Problem: Reproduce the entries exactly as they appear below.

Provided records:
* * *

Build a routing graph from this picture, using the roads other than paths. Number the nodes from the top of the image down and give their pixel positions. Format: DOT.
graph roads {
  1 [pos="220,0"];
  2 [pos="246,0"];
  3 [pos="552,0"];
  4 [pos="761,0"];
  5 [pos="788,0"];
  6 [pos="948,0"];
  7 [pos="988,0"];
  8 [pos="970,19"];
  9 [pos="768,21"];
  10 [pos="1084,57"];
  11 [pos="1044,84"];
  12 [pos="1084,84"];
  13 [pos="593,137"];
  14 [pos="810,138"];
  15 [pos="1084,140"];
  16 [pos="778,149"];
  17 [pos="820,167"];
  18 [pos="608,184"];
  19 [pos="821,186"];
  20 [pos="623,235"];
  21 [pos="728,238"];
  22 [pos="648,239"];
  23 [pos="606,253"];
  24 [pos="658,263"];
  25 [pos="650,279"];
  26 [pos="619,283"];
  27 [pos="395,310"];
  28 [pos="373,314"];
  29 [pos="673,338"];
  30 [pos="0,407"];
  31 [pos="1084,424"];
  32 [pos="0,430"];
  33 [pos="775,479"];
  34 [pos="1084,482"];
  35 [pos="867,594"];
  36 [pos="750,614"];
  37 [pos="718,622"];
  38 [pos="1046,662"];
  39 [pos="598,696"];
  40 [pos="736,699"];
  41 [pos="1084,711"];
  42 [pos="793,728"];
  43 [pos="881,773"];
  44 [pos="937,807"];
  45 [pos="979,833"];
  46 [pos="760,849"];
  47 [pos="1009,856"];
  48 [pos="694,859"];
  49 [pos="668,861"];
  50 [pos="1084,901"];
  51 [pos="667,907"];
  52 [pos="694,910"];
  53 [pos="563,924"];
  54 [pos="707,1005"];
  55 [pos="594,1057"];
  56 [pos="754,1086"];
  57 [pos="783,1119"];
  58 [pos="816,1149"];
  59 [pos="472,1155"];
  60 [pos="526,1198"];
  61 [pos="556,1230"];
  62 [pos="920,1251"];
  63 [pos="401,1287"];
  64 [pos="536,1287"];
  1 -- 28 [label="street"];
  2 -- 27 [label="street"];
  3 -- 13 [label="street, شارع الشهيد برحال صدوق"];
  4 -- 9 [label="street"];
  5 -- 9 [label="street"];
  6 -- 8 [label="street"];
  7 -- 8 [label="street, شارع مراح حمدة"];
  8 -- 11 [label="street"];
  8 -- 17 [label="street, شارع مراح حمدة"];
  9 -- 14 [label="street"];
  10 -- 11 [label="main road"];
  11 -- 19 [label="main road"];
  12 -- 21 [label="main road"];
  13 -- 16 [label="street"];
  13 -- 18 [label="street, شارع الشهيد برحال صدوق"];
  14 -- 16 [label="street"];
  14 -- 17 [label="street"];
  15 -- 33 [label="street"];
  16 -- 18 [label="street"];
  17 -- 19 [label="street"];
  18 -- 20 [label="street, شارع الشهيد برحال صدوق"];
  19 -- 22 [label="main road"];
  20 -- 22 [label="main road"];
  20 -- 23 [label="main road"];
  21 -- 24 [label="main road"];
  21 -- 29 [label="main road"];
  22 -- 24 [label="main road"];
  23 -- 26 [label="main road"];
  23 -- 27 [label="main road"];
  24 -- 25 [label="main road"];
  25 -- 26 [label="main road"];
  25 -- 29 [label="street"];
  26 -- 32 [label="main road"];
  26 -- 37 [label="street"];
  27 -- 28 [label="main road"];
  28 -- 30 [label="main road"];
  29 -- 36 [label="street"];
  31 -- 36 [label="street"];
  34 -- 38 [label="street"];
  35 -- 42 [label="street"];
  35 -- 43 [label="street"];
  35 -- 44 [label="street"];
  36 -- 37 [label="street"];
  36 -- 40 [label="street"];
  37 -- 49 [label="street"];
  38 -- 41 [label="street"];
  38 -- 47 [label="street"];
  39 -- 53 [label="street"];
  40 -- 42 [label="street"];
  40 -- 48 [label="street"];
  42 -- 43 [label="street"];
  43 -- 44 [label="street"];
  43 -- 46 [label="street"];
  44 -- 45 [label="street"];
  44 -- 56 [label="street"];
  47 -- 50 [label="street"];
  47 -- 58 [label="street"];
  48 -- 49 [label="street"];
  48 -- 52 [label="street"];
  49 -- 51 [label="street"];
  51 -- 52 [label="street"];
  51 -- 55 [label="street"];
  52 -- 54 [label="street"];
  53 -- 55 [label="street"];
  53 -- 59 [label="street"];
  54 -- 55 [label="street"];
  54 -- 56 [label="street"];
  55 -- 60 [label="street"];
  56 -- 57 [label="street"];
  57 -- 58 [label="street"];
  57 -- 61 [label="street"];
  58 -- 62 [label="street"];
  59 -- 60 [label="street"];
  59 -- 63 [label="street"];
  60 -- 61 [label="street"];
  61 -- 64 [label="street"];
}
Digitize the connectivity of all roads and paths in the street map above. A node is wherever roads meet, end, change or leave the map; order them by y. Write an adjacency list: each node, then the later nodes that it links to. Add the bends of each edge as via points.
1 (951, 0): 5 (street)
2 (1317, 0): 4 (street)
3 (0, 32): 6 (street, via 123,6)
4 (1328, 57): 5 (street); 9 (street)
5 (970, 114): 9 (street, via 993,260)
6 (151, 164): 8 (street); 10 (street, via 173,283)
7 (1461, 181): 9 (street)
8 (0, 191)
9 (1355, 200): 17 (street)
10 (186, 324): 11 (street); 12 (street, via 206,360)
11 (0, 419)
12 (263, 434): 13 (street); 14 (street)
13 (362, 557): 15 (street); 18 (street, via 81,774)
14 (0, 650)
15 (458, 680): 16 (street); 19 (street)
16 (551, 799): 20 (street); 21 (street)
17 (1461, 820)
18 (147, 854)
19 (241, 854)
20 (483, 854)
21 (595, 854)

* * *

Result for this task:
Build a routing graph from this picture, using the roads other than paths. Number the nodes from the top of the image down and give their pixel positions. Format: DOT.
graph roads {
  1 [pos="220,0"];
  2 [pos="246,0"];
  3 [pos="552,0"];
  4 [pos="761,0"];
  5 [pos="788,0"];
  6 [pos="948,0"];
  7 [pos="988,0"];
  8 [pos="970,19"];
  9 [pos="768,21"];
  10 [pos="1084,57"];
  11 [pos="1044,84"];
  12 [pos="1084,84"];
  13 [pos="593,137"];
  14 [pos="810,138"];
  15 [pos="1084,140"];
  16 [pos="778,149"];
  17 [pos="820,167"];
  18 [pos="608,184"];
  19 [pos="821,186"];
  20 [pos="623,235"];
  21 [pos="728,238"];
  22 [pos="648,239"];
  23 [pos="606,253"];
  24 [pos="658,263"];
  25 [pos="650,279"];
  26 [pos="619,283"];
  27 [pos="395,310"];
  28 [pos="373,314"];
  29 [pos="673,338"];
  30 [pos="0,407"];
  31 [pos="1084,424"];
  32 [pos="0,430"];
  33 [pos="775,479"];
  34 [pos="1084,482"];
  35 [pos="867,594"];
  36 [pos="750,614"];
  37 [pos="718,622"];
  38 [pos="1046,662"];
  39 [pos="598,696"];
  40 [pos="736,699"];
  41 [pos="1084,711"];
  42 [pos="793,728"];
  43 [pos="881,773"];
  44 [pos="937,807"];
  45 [pos="979,833"];
  46 [pos="760,849"];
  47 [pos="1009,856"];
  48 [pos="694,859"];
  49 [pos="668,861"];
  50 [pos="1084,901"];
  51 [pos="667,907"];
  52 [pos="694,910"];
  53 [pos="563,924"];
  54 [pos="707,1005"];
  55 [pos="594,1057"];
  56 [pos="754,1086"];
  57 [pos="783,1119"];
  58 [pos="816,1149"];
  59 [pos="472,1155"];
  60 [pos="526,1198"];
  61 [pos="556,1230"];
  62 [pos="920,1251"];
  63 [pos="401,1287"];
  64 [pos="536,1287"];
  1 -- 28 [label="street"];
  2 -- 27 [label="street"];
  3 -- 13 [label="street, شارع الشهيد برحال صدوق"];
  4 -- 9 [label="street"];
  5 -- 9 [label="street"];
  6 -- 8 [label="street"];
  7 -- 8 [label="street, شارع مراح حمدة"];
  8 -- 11 [label="street"];
  8 -- 17 [label="street, شارع مراح حمدة"];
  9 -- 14 [label="street"];
  10 -- 11 [label="main road"];
  11 -- 19 [label="main road"];
  12 -- 21 [label="main road"];
  13 -- 16 [label="street"];
  13 -- 18 [label="street, شارع الشهيد برحال صدوق"];
  14 -- 16 [label="street"];
  14 -- 17 [label="street"];
  15 -- 33 [label="street"];
  16 -- 18 [label="street"];
  17 -- 19 [label="street"];
  18 -- 20 [label="street, شارع الشهيد برحال صدوق"];
  19 -- 22 [label="main road"];
  20 -- 22 [label="main road"];
  20 -- 23 [label="main road"];
  21 -- 24 [label="main road"];
  21 -- 29 [label="main road"];
  22 -- 24 [label="main road"];
  23 -- 26 [label="main road"];
  23 -- 27 [label="main road"];
  24 -- 25 [label="main road"];
  25 -- 26 [label="main road"];
  25 -- 29 [label="street"];
  26 -- 32 [label="main road"];
  26 -- 37 [label="street"];
  27 -- 28 [label="main road"];
  28 -- 30 [label="main road"];
  29 -- 36 [label="street"];
  31 -- 36 [label="street"];
  34 -- 38 [label="street"];
  35 -- 42 [label="street"];
  35 -- 43 [label="street"];
  35 -- 44 [label="street"];
  36 -- 37 [label="street"];
  36 -- 40 [label="street"];
  37 -- 49 [label="street"];
  38 -- 41 [label="street"];
  38 -- 47 [label="street"];
  39 -- 53 [label="street"];
  40 -- 42 [label="street"];
  40 -- 48 [label="street"];
  42 -- 43 [label="street"];
  43 -- 44 [label="street"];
  43 -- 46 [label="street"];
  44 -- 45 [label="street"];
  44 -- 56 [label="street"];
  47 -- 50 [label="street"];
  47 -- 58 [label="street"];
  48 -- 49 [label="street"];
  48 -- 52 [label="street"];
  49 -- 51 [label="street"];
  51 -- 52 [label="street"];
  51 -- 55 [label="street"];
  52 -- 54 [label="street"];
  53 -- 55 [label="street"];
  53 -- 59 [label="street"];
  54 -- 55 [label="street"];
  54 -- 56 [label="street"];
  55 -- 60 [label="street"];
  56 -- 57 [label="street"];
  57 -- 58 [label="street"];
  57 -- 61 [label="street"];
  58 -- 62 [label="street"];
  59 -- 60 [label="street"];
  59 -- 63 [label="street"];
  60 -- 61 [label="street"];
  61 -- 64 [label="street"];
}
Digitize the connectivity of all roads and paths in the street map above. A node is wherever roads meet, end, change or leave the map; order them by y. Write an adjacency list: each node, then the later nodes that it links to. Add the bends of each edge as via points.
1 (951, 0): 5 (street)
2 (1317, 0): 4 (street)
3 (0, 32): 6 (street, via 123,6)
4 (1328, 57): 5 (street); 9 (street)
5 (970, 114): 9 (street, via 993,260)
6 (151, 164): 8 (street); 10 (street, via 173,283)
7 (1461, 181): 9 (street)
8 (0, 191)
9 (1355, 200): 17 (street)
10 (186, 324): 11 (street); 12 (street, via 206,360)
11 (0, 419)
12 (263, 434): 13 (street); 14 (street)
13 (362, 557): 15 (street); 18 (street, via 81,774)
14 (0, 650)
15 (458, 680): 16 (street); 19 (street)
16 (551, 799): 20 (street); 21 (street)
17 (1461, 820)
18 (147, 854)
19 (241, 854)
20 (483, 854)
21 (595, 854)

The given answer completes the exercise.